▶ [Task instructions]
Each entry needs to be retyped exactly.

▶ [Records provided]
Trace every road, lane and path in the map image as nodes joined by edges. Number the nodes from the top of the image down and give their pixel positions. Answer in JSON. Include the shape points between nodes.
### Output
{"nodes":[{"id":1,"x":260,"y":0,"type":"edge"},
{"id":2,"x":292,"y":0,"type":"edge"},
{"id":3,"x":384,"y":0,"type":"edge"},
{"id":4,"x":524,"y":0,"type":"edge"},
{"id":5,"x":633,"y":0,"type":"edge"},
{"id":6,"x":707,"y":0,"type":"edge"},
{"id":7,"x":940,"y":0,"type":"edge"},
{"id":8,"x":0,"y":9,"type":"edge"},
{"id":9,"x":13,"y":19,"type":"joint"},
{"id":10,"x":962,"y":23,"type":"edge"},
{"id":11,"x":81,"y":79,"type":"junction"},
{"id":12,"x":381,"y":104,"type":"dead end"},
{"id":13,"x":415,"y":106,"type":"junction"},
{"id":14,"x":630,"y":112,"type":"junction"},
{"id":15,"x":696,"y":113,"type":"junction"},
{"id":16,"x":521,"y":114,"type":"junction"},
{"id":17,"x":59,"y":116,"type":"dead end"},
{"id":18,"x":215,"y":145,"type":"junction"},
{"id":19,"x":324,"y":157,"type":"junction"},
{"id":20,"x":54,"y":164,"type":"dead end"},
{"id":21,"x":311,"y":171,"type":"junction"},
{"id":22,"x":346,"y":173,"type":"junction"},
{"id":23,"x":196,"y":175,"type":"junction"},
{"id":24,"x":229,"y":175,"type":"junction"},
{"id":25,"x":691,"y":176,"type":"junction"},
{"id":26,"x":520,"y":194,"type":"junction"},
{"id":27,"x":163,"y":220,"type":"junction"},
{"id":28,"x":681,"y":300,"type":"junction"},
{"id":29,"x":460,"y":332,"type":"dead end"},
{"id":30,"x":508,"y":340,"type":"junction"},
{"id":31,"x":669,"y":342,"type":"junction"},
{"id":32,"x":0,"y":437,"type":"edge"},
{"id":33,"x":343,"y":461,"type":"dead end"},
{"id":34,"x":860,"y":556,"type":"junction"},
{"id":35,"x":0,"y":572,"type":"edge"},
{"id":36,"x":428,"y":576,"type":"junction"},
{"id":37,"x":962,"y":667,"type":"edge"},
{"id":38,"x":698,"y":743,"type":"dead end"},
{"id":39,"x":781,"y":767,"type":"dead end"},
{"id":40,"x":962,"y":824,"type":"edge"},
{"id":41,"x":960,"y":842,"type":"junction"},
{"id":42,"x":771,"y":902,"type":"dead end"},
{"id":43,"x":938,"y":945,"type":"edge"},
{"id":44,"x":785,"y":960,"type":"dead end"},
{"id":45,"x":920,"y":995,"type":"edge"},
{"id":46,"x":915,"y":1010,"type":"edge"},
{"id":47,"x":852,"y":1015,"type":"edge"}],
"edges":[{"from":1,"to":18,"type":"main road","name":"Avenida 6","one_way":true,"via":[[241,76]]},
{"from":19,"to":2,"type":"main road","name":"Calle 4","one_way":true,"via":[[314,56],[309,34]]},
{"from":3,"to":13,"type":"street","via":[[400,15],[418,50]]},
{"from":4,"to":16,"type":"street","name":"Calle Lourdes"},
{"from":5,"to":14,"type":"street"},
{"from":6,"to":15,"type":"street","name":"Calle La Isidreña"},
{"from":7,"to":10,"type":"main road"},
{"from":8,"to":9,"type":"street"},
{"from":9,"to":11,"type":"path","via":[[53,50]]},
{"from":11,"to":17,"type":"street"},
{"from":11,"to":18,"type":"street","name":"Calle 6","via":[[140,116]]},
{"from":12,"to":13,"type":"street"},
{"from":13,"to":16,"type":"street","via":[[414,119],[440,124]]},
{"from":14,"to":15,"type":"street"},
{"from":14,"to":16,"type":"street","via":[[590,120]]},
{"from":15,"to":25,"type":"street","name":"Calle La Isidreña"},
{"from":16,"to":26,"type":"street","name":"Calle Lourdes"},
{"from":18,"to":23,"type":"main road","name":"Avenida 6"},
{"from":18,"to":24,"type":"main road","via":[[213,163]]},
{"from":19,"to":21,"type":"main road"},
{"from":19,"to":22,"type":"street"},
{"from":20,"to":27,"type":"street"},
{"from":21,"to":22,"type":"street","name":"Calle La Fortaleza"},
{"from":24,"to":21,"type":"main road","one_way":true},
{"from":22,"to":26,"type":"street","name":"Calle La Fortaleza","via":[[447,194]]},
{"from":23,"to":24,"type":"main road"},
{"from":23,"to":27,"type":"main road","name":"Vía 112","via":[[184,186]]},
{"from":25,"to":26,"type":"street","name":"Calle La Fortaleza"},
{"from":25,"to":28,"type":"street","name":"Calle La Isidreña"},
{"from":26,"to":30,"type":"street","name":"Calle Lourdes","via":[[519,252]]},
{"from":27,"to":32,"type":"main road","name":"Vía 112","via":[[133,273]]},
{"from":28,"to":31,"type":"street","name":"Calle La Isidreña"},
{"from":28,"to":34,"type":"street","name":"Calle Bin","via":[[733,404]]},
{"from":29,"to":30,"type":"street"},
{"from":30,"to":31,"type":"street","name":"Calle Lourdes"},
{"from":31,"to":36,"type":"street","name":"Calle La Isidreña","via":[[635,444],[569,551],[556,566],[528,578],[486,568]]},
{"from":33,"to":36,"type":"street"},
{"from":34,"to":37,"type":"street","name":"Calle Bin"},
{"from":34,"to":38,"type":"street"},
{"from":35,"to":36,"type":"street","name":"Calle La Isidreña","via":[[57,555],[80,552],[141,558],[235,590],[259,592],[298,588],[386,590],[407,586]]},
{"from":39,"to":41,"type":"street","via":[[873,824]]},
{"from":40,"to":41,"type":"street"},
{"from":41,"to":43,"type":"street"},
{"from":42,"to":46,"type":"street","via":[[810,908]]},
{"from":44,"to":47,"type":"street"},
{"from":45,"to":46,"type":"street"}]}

▶ [Solution to this exercise]
Trace every road, lane and path in the map image as nodes joined by edges. Number the nodes from the top of the image down and give their pixel positions. Answer in JSON. Include the shape points between nodes.
### Output
{"nodes":[{"id":1,"x":260,"y":0,"type":"edge"},
{"id":2,"x":292,"y":0,"type":"edge"},
{"id":3,"x":384,"y":0,"type":"edge"},
{"id":4,"x":524,"y":0,"type":"edge"},
{"id":5,"x":633,"y":0,"type":"edge"},
{"id":6,"x":707,"y":0,"type":"edge"},
{"id":7,"x":940,"y":0,"type":"edge"},
{"id":8,"x":0,"y":9,"type":"edge"},
{"id":9,"x":13,"y":19,"type":"joint"},
{"id":10,"x":962,"y":23,"type":"edge"},
{"id":11,"x":81,"y":79,"type":"junction"},
{"id":12,"x":381,"y":104,"type":"dead end"},
{"id":13,"x":415,"y":106,"type":"junction"},
{"id":14,"x":630,"y":112,"type":"junction"},
{"id":15,"x":696,"y":113,"type":"junction"},
{"id":16,"x":521,"y":114,"type":"junction"},
{"id":17,"x":59,"y":116,"type":"dead end"},
{"id":18,"x":215,"y":145,"type":"junction"},
{"id":19,"x":324,"y":157,"type":"junction"},
{"id":20,"x":54,"y":164,"type":"dead end"},
{"id":21,"x":311,"y":171,"type":"junction"},
{"id":22,"x":346,"y":173,"type":"junction"},
{"id":23,"x":196,"y":175,"type":"junction"},
{"id":24,"x":229,"y":175,"type":"junction"},
{"id":25,"x":691,"y":176,"type":"junction"},
{"id":26,"x":520,"y":194,"type":"junction"},
{"id":27,"x":163,"y":220,"type":"junction"},
{"id":28,"x":681,"y":300,"type":"junction"},
{"id":29,"x":460,"y":332,"type":"dead end"},
{"id":30,"x":508,"y":340,"type":"junction"},
{"id":31,"x":669,"y":342,"type":"junction"},
{"id":32,"x":0,"y":437,"type":"edge"},
{"id":33,"x":343,"y":461,"type":"dead end"},
{"id":34,"x":860,"y":556,"type":"junction"},
{"id":35,"x":0,"y":572,"type":"edge"},
{"id":36,"x":428,"y":576,"type":"junction"},
{"id":37,"x":962,"y":667,"type":"edge"},
{"id":38,"x":698,"y":743,"type":"dead end"},
{"id":39,"x":781,"y":767,"type":"dead end"},
{"id":40,"x":962,"y":824,"type":"edge"},
{"id":41,"x":960,"y":842,"type":"junction"},
{"id":42,"x":771,"y":902,"type":"dead end"},
{"id":43,"x":938,"y":945,"type":"edge"},
{"id":44,"x":785,"y":960,"type":"dead end"},
{"id":45,"x":920,"y":995,"type":"edge"},
{"id":46,"x":915,"y":1010,"type":"edge"},
{"id":47,"x":852,"y":1015,"type":"edge"}],
"edges":[{"from":1,"to":18,"type":"main road","name":"Avenida 6","one_way":true,"via":[[241,76]]},
{"from":19,"to":2,"type":"main road","name":"Calle 4","one_way":true,"via":[[314,56],[309,34]]},
{"from":3,"to":13,"type":"street","via":[[400,15],[418,50]]},
{"from":4,"to":16,"type":"street","name":"Calle Lourdes"},
{"from":5,"to":14,"type":"street"},
{"from":6,"to":15,"type":"street","name":"Calle La Isidreña"},
{"from":7,"to":10,"type":"main road"},
{"from":8,"to":9,"type":"street"},
{"from":9,"to":11,"type":"path","via":[[53,50]]},
{"from":11,"to":17,"type":"street"},
{"from":11,"to":18,"type":"street","name":"Calle 6","via":[[140,116]]},
{"from":12,"to":13,"type":"street"},
{"from":13,"to":16,"type":"street","via":[[414,119],[440,124]]},
{"from":14,"to":15,"type":"street"},
{"from":14,"to":16,"type":"street","via":[[590,120]]},
{"from":15,"to":25,"type":"street","name":"Calle La Isidreña"},
{"from":16,"to":26,"type":"street","name":"Calle Lourdes"},
{"from":18,"to":23,"type":"main road","name":"Avenida 6"},
{"from":18,"to":24,"type":"main road","via":[[213,163]]},
{"from":19,"to":21,"type":"main road"},
{"from":19,"to":22,"type":"street"},
{"from":20,"to":27,"type":"street"},
{"from":21,"to":22,"type":"street","name":"Calle La Fortaleza"},
{"from":24,"to":21,"type":"main road","one_way":true},
{"from":22,"to":26,"type":"street","name":"Calle La Fortaleza","via":[[447,194]]},
{"from":23,"to":24,"type":"main road"},
{"from":23,"to":27,"type":"main road","name":"Vía 112","via":[[184,186]]},
{"from":25,"to":26,"type":"street","name":"Calle La Fortaleza"},
{"from":25,"to":28,"type":"street","name":"Calle La Isidreña"},
{"from":26,"to":30,"type":"street","name":"Calle Lourdes","via":[[519,252]]},
{"from":27,"to":32,"type":"main road","name":"Vía 112","via":[[133,273]]},
{"from":28,"to":31,"type":"street","name":"Calle La Isidreña"},
{"from":28,"to":34,"type":"street","name":"Calle Bin","via":[[733,404]]},
{"from":29,"to":30,"type":"street"},
{"from":30,"to":31,"type":"street","name":"Calle Lourdes"},
{"from":31,"to":36,"type":"street","name":"Calle La Isidreña","via":[[635,444],[569,551],[556,566],[528,578],[486,568]]},
{"from":33,"to":36,"type":"street"},
{"from":34,"to":37,"type":"street","name":"Calle Bin"},
{"from":34,"to":38,"type":"street"},
{"from":35,"to":36,"type":"street","name":"Calle La Isidreña","via":[[57,555],[80,552],[141,558],[235,590],[259,592],[298,588],[386,590],[407,586]]},
{"from":39,"to":41,"type":"street","via":[[873,824]]},
{"from":40,"to":41,"type":"street"},
{"from":41,"to":43,"type":"street"},
{"from":42,"to":46,"type":"street","via":[[810,908]]},
{"from":44,"to":47,"type":"street"},
{"from":45,"to":46,"type":"street"}]}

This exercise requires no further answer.